The names of each individual dataset are:

[1] "date" "Wkday" "Imps" "Clicks" "Total_Cost" "Units"
[7] "January" "February" "March" "April" "May" "June"
[13] "July" "August" "September" "October" "November" "December"
[19] "Monday" "Tuesday" "Wednesday" "Thursday" "Friday" "Saturday"
[25] "Sunday" "Vday" "Tgiving" "Xmas" "XmasE" "NYE"
[31] "NYD" "July4" "Labor" "Memorial" "Mob_App_Launch" "Auto_Approve_Launch"

I've built the following function- I want blend_30_d[1] to get tested against blend_30_td[1].

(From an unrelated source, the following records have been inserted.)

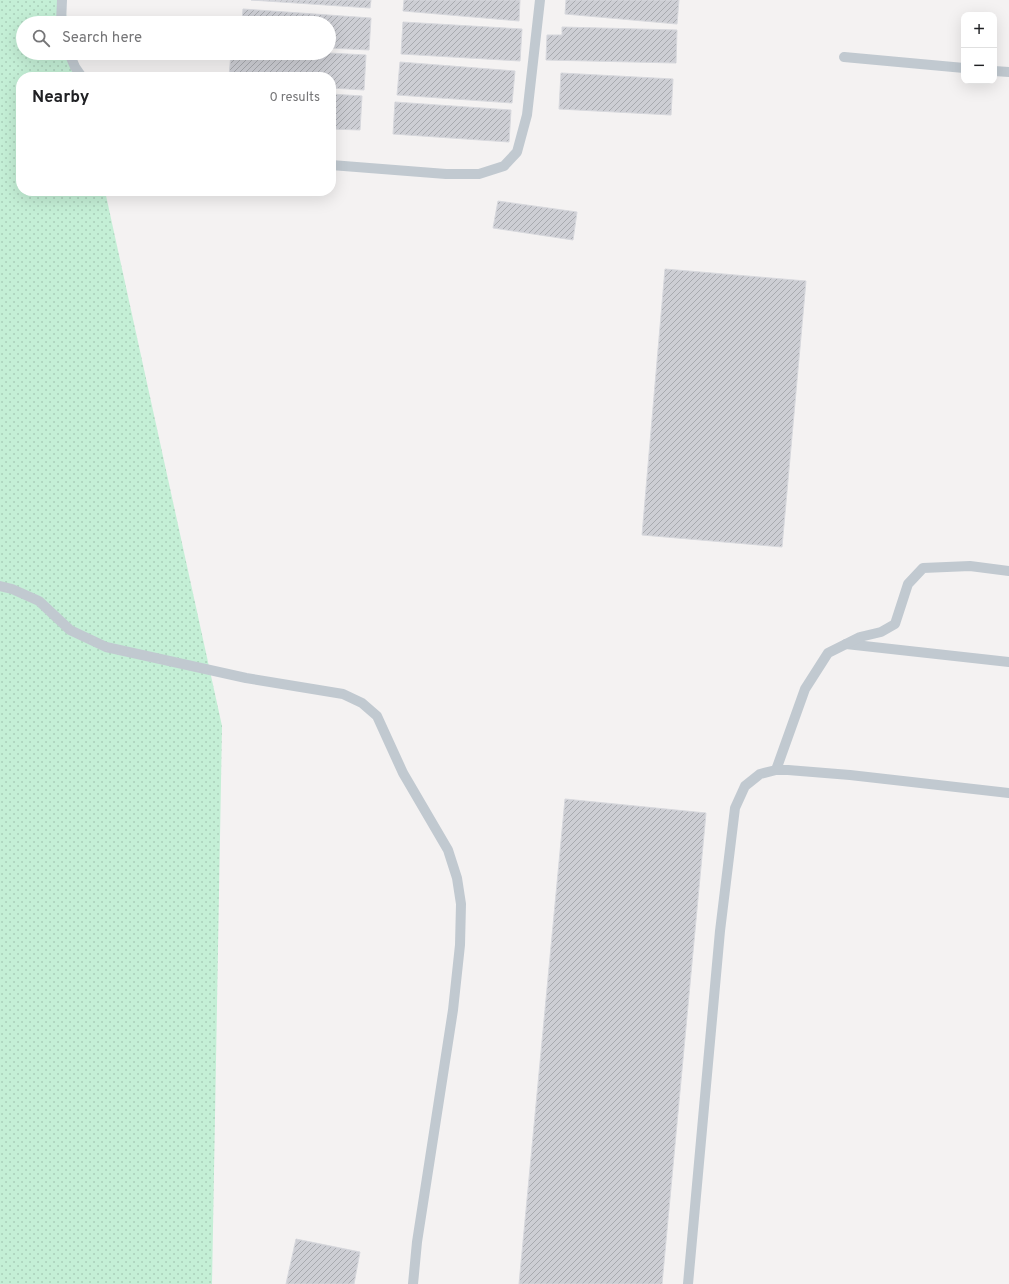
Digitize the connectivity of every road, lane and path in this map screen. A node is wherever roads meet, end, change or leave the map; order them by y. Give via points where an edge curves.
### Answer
1 (62, 0) edge
2 (540, 0) edge
3 (62, 16) edge
4 (844, 57) dead end
5 (72, 60) edge
6 (961, 68) edge
7 (997, 71) edge
8 (78, 72) edge
9 (1009, 72) edge
10 (336, 165) edge
11 (1009, 571) edge
12 (0, 586) edge
13 (846, 644) junction
14 (1009, 662) edge
15 (776, 770) junction
16 (1009, 793) edge
17 (414, 1284) edge
18 (688, 1284) edge

1 - 3 lane
2 - 10 lane via 527,115 517,152 504,166 479,174 446,174
4 - 6 lane
5 - 8 lane
7 - 9 lane
11 - 13 lane via 970,566 923,568 908,584 895,624 881,632 860,636
12 - 17 lane via 39,601 70,630 106,647 246,678 343,694 362,703 377,716 402,773 448,850 457,878 461,904 460,945 453,1002 417,1242
13 - 14 lane
13 - 15 lane via 828,653 805,689
15 - 16 lane via 850,775
15 - 18 lane via 760,774 745,786 735,808 720,931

d_cost <- function(train, test){
    ####Run regression on training
    q<-lm(Total_Cost ~ . -date - Wkday - Imps - Clicks + poly(date, 2), data=train)
    ####Predict values into test set
    test_cost_d <- predict.lm(q, x=test)
    ####Calculate R^2 between predicted vs. actual values
    z<-(cor(test_cost_d, test$Total_Cost))^2
}

d_cost(blend_30_d, blend_30_td)

I'm receiving the following error: Error in terms.formula(formula, data = data) : duplicated name 'date' in data frame using '.'

I'm not sure that this is the correct approach with two lists...any suggestions? Thanks!

2

2 Answers

0
votes

Your d_cost function is built to take two data frames, one for testing and one for training. You're trying to call it by passing it two lists of data frames. You've built your function for one pair of data frames at a time, so you need to give it one pair, not 2 lists of pairs. Try something like this:

z = rep(NA, length(blend_30_d)
for (i in seq_along(blend_30_d) {
    z[i] = d_cost(blend_30_d[[i]], blend_30_td[[i]])
}
0
votes

I think you might need to add a loop:

for(i in 1:10){
    d_cost(train[[i]], test[[i]])
}